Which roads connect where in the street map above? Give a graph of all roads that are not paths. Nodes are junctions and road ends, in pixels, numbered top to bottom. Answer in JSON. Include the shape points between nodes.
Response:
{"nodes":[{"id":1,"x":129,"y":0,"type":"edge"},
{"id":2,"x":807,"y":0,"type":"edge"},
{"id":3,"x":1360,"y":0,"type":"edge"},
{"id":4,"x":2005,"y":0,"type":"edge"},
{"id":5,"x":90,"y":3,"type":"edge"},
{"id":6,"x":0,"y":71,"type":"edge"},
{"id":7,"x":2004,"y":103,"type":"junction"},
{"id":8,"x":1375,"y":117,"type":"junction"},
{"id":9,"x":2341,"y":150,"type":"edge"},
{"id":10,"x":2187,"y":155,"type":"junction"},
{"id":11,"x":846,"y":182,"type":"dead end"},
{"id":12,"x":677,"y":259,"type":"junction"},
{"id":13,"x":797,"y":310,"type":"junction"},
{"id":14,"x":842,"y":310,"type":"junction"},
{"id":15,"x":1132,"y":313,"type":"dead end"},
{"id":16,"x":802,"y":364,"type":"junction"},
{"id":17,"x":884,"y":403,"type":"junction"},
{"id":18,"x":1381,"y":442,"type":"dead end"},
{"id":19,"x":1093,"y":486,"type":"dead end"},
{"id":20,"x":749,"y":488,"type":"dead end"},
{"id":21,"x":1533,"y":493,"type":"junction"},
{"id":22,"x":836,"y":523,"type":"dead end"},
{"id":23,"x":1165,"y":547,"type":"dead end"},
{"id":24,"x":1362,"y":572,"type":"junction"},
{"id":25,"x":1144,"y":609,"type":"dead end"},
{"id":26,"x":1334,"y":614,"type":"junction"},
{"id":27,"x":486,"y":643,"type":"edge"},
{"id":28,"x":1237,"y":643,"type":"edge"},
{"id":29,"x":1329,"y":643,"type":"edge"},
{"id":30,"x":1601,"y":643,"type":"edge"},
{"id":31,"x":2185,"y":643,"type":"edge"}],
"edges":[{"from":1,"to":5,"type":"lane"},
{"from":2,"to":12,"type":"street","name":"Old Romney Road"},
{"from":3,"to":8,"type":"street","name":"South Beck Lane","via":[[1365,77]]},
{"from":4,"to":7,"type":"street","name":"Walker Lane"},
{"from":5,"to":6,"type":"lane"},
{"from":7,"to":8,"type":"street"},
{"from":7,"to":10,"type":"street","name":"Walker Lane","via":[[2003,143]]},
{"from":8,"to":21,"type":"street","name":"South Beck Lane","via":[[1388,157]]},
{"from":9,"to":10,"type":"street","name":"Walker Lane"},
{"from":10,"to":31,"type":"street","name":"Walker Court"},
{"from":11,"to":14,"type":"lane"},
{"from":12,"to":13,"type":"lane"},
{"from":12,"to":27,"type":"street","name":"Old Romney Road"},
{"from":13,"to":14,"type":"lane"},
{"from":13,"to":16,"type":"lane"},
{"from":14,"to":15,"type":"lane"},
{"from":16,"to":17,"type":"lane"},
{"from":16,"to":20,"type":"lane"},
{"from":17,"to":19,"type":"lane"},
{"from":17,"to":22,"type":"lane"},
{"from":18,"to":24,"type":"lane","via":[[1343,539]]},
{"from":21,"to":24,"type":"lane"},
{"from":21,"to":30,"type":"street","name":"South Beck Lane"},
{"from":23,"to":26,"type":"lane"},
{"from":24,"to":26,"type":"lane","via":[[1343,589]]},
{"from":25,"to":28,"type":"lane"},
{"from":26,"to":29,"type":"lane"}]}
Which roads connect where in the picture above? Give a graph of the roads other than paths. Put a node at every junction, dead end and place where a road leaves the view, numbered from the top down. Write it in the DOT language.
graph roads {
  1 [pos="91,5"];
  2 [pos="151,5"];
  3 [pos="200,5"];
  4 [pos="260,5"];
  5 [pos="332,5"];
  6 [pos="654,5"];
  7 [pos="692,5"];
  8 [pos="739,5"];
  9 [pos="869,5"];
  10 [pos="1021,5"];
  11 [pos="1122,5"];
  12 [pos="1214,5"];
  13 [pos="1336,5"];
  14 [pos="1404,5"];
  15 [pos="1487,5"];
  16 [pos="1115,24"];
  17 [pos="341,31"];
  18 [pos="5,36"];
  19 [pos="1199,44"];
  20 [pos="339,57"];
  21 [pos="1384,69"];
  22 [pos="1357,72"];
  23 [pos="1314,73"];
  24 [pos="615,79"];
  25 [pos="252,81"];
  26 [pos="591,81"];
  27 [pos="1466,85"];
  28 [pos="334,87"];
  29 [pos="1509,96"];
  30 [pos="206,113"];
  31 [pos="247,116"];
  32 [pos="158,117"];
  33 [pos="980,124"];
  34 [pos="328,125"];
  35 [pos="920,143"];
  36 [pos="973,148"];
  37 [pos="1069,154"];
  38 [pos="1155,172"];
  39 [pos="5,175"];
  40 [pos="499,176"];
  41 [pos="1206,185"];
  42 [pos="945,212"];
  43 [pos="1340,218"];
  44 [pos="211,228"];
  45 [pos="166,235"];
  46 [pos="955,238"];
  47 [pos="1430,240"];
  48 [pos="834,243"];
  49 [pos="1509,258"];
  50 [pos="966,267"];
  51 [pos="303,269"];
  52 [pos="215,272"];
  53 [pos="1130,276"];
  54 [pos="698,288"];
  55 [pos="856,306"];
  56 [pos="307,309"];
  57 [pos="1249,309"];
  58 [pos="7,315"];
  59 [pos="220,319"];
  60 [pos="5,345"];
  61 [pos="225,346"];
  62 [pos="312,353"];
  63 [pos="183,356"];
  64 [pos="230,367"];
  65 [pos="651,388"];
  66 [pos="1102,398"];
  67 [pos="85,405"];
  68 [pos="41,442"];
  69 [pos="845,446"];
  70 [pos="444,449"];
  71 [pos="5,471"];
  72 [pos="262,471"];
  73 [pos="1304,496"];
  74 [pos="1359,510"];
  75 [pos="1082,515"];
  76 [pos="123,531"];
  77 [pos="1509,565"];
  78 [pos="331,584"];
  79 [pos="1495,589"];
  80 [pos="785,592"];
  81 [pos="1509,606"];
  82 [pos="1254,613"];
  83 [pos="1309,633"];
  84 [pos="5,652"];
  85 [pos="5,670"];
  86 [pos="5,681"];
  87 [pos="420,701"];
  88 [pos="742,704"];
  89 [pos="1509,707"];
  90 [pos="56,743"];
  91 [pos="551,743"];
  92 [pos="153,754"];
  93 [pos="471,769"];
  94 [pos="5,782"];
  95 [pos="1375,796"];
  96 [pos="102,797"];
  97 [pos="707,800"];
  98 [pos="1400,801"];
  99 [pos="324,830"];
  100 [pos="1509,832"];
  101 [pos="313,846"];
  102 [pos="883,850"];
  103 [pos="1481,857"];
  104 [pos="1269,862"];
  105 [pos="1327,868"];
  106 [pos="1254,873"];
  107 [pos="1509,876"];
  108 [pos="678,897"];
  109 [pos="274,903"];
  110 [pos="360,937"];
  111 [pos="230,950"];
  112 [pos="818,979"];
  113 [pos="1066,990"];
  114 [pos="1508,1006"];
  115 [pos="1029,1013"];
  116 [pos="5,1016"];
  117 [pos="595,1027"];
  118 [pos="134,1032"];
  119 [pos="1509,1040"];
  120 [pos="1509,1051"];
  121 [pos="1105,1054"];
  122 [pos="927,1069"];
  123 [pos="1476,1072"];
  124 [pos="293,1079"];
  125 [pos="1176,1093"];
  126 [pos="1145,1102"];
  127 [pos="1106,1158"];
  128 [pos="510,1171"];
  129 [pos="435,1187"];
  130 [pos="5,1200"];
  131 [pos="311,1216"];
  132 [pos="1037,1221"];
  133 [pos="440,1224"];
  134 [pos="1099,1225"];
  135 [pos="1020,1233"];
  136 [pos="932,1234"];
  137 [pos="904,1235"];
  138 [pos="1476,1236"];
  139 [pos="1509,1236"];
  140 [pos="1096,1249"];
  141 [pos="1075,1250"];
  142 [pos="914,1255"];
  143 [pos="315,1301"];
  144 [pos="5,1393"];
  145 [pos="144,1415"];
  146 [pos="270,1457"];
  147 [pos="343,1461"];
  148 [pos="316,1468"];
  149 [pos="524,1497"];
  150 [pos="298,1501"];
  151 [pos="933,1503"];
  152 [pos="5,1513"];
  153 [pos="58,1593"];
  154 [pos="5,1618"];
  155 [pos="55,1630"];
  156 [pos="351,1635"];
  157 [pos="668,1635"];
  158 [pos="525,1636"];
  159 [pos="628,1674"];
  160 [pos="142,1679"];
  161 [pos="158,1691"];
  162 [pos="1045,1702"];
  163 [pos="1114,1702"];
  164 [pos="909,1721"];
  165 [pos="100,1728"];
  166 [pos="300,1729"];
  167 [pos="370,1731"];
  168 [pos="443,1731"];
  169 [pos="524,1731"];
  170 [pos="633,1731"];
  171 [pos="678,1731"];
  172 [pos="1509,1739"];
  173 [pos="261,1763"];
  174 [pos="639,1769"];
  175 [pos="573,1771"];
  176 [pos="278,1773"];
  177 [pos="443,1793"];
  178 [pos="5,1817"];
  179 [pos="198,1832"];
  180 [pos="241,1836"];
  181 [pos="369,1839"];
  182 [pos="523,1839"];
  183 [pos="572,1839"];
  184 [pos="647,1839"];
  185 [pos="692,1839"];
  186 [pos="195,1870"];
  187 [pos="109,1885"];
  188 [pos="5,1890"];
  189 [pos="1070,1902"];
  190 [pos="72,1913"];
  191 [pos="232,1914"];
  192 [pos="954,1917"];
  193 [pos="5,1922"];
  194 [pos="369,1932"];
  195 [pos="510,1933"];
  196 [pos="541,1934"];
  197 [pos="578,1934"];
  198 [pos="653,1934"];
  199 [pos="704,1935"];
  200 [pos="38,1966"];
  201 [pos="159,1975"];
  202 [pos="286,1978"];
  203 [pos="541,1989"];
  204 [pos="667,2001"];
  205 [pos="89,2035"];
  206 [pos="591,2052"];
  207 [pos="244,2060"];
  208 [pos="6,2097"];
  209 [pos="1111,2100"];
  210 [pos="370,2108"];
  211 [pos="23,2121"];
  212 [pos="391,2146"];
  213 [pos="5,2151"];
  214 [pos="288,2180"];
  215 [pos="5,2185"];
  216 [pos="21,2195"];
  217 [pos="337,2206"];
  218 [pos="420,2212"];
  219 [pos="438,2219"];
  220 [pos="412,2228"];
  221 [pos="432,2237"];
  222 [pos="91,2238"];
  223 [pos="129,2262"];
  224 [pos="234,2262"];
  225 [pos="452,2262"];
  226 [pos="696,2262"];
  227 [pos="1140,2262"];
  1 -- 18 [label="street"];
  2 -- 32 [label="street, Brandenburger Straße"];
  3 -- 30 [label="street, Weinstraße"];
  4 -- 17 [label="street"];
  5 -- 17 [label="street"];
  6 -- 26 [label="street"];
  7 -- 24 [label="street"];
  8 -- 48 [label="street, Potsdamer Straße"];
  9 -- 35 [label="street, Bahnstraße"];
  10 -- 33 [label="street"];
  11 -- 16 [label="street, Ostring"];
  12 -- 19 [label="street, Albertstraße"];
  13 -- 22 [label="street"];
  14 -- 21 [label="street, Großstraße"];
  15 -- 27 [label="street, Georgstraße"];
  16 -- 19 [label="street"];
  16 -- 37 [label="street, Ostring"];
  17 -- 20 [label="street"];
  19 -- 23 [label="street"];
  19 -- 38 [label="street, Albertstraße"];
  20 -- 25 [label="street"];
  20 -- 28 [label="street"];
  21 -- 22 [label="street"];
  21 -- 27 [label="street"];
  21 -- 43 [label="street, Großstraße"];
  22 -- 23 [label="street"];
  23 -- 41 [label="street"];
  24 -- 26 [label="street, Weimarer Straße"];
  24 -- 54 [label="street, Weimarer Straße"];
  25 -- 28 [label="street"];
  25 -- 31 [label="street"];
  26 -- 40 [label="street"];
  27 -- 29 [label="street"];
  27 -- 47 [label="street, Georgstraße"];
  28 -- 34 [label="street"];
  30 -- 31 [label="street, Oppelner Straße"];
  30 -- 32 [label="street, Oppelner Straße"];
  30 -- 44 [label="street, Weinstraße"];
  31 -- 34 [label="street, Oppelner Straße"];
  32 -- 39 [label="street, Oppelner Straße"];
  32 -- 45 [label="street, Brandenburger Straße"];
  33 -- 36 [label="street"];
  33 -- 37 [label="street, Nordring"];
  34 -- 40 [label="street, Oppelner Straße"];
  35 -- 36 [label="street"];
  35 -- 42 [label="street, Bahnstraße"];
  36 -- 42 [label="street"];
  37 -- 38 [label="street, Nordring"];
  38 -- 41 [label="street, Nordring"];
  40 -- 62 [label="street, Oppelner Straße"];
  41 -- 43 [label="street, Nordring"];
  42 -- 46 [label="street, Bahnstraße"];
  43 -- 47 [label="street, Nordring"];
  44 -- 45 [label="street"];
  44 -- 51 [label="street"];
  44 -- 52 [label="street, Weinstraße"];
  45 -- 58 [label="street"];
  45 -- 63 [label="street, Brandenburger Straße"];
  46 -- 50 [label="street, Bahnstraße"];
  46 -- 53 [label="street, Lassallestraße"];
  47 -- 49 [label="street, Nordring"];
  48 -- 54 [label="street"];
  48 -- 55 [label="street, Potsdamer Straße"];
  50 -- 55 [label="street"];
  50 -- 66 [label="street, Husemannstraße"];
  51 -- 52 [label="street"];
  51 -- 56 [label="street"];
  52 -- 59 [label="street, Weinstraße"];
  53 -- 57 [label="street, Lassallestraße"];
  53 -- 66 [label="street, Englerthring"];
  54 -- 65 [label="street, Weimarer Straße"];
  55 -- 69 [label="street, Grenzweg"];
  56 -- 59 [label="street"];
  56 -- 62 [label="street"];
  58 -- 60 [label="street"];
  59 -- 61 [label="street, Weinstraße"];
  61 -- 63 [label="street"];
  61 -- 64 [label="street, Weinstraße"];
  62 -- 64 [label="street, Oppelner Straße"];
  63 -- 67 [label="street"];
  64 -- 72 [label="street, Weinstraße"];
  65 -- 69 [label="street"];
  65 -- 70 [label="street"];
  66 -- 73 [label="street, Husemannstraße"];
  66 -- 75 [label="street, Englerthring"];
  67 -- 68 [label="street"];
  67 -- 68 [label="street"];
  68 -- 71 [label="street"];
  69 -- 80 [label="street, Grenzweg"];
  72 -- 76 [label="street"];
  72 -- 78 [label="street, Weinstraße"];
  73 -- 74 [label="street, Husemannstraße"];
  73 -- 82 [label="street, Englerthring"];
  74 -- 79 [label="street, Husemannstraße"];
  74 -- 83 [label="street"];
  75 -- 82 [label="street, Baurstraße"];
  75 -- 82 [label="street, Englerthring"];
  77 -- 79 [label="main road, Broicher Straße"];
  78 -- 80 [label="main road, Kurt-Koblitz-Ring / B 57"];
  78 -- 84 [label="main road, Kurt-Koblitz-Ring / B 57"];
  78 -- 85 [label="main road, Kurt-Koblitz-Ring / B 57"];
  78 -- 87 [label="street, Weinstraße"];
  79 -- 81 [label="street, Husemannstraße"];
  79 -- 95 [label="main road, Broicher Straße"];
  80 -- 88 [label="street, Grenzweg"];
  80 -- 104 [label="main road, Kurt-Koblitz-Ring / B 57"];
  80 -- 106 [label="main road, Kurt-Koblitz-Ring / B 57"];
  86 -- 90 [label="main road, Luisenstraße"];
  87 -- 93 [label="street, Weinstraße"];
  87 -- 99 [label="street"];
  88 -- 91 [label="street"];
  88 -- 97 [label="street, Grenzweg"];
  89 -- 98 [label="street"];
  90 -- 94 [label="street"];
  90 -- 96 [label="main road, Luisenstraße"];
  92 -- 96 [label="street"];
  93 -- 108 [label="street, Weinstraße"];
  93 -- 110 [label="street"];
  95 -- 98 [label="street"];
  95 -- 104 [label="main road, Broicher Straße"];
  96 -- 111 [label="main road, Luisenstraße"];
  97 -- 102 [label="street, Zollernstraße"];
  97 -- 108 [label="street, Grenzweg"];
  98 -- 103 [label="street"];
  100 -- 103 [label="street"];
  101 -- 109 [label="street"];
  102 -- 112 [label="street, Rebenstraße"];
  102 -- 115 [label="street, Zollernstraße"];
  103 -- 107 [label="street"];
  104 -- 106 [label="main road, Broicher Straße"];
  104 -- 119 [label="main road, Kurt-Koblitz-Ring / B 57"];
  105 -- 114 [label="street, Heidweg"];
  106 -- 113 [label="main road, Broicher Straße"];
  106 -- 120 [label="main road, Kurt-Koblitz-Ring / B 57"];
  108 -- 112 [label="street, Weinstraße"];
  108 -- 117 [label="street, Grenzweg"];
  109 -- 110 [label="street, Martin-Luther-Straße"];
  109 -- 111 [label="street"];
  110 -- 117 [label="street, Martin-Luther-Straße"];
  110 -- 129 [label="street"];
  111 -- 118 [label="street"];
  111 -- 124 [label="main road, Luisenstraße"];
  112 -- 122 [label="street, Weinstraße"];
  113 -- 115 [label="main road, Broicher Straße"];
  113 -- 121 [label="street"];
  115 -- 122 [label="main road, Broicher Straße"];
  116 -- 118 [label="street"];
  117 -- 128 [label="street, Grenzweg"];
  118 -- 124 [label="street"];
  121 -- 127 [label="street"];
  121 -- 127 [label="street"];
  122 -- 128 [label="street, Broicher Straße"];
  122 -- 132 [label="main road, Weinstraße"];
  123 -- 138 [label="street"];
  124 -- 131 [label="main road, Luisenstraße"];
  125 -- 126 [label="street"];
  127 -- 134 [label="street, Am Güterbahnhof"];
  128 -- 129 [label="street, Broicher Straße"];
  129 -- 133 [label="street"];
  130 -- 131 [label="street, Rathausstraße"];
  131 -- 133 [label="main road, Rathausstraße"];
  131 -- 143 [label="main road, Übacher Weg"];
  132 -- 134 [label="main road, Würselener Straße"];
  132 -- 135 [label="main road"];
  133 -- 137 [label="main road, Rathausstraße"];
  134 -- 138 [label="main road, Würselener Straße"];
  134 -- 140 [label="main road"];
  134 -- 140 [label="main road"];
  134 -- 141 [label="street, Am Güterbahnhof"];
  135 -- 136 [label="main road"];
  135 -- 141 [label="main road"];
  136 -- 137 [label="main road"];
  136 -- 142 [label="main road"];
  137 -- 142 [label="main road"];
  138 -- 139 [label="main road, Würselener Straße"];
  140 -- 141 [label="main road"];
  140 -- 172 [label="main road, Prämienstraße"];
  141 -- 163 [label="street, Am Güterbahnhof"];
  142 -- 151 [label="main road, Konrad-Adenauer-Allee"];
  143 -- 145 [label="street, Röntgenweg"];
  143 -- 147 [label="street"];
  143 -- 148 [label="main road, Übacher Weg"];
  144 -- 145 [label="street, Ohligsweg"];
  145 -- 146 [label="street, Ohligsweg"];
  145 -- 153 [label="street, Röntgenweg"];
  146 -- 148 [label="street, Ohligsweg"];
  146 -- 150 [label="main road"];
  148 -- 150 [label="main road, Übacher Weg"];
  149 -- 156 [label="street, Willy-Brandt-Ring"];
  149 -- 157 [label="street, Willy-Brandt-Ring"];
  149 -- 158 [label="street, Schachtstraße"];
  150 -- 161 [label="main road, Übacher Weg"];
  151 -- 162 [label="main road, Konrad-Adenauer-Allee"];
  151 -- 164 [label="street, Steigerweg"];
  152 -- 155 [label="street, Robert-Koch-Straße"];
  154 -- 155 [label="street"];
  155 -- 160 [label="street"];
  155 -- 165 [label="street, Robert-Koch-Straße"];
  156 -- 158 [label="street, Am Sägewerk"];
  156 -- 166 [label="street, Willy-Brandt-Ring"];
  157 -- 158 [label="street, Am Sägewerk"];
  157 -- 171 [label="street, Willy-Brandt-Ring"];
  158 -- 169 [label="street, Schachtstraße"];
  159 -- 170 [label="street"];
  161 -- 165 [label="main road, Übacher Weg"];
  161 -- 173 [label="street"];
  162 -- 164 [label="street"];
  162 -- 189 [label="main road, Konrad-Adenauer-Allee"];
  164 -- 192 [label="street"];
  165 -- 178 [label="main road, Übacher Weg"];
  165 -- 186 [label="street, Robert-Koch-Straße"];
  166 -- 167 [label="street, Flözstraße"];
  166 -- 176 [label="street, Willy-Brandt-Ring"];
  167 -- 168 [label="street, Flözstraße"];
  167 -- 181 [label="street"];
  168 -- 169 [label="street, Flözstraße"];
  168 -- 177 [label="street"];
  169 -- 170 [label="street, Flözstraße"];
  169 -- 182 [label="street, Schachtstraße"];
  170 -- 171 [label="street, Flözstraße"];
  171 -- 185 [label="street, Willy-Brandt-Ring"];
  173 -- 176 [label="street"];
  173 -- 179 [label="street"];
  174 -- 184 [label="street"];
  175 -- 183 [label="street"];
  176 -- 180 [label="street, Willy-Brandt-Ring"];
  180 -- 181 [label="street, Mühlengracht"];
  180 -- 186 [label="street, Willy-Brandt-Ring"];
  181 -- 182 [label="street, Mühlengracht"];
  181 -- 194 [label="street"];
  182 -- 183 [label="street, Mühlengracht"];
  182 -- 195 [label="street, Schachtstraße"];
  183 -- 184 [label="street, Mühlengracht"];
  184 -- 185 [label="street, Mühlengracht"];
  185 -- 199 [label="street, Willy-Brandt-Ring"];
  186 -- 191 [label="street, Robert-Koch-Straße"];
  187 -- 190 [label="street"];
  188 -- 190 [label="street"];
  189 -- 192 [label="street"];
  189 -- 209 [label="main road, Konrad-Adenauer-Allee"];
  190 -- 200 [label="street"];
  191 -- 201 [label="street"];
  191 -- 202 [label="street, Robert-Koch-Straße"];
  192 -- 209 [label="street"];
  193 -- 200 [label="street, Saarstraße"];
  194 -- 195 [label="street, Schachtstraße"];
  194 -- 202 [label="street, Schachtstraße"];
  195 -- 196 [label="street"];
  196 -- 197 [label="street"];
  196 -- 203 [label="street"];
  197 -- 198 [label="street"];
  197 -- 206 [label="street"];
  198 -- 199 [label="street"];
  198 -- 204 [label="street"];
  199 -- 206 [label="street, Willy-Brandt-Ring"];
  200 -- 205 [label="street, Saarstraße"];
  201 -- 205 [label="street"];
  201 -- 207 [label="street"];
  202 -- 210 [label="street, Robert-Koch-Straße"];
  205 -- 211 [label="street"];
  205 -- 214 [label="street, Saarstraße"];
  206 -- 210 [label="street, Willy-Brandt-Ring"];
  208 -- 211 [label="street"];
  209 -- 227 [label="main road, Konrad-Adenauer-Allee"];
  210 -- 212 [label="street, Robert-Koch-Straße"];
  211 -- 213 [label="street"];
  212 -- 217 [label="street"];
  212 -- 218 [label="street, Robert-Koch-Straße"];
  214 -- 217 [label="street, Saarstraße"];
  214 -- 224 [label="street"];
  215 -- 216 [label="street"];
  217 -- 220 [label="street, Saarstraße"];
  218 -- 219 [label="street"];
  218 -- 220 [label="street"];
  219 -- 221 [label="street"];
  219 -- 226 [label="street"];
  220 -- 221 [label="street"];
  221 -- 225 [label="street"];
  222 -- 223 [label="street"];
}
========================================
> **WHAT YOU SHOULD DO**:
Return every line of the records in which the word "numbered" is found.

> **REPLY TO THE TASK**:
Which roads connect where in the street map above? Give a graph of all roads that are not paths. Nodes are junctions and road ends, in pixels, numbered top to bottom. Answer in JSON. Include the shape points between nodes.
Which roads connect where in the picture above? Give a graph of the roads other than paths. Put a node at every junction, dead end and place where a road leaves the view, numbered from the top down. Write it in the DOT language.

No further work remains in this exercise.